(Limb landmark coordinates)
○ ○ ○ ○ ○ ○ ○

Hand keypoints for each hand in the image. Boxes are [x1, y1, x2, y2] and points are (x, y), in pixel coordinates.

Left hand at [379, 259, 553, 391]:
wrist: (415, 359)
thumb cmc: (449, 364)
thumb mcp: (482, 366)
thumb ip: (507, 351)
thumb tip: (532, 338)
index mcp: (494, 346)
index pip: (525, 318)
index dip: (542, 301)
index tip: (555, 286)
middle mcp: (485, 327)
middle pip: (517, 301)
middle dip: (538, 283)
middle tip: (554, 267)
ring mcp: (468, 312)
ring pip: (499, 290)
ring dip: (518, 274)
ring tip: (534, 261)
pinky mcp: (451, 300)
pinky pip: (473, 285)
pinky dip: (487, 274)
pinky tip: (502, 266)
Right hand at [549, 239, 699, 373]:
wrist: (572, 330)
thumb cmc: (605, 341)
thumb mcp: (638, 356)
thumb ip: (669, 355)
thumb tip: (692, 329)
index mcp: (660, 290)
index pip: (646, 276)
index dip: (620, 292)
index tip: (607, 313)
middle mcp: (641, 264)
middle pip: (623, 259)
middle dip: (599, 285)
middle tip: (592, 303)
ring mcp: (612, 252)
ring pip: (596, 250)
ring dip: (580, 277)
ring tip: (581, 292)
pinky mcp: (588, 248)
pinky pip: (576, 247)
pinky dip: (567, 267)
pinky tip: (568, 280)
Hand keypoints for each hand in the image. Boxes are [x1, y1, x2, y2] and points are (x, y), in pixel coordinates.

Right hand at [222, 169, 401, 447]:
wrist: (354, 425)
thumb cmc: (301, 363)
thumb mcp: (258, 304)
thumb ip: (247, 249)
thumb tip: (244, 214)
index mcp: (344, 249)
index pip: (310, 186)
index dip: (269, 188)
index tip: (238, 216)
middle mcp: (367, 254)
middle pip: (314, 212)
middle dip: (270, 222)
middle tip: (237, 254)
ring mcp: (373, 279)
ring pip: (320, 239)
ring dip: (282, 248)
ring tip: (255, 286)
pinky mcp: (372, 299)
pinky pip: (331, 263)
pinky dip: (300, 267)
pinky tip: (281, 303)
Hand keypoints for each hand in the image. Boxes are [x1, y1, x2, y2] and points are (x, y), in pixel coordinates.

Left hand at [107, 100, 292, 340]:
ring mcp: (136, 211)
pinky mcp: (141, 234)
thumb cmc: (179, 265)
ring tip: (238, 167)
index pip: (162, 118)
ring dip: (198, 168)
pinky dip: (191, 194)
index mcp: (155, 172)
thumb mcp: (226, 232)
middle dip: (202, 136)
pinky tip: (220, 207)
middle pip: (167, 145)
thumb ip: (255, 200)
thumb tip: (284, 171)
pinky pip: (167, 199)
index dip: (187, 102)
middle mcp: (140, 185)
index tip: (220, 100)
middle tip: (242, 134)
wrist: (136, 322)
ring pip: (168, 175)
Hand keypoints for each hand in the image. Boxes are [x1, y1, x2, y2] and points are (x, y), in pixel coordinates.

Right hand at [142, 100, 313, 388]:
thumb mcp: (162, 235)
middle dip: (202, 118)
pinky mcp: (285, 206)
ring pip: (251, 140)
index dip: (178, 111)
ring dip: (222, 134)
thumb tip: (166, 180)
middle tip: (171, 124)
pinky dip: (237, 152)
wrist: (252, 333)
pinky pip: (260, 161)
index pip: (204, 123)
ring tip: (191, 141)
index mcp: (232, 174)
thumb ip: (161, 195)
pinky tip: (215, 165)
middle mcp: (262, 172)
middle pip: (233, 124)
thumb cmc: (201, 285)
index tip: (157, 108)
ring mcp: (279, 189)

○ ○ ○ ○ ○ ○ ○

BRIEF
All lines above in which the word "Right" occurs should be identified and copied.

FINISHED TASK
Right hand at [549, 239, 699, 373]:
Right hand at [222, 169, 401, 447]:
Right hand at [142, 100, 313, 388]:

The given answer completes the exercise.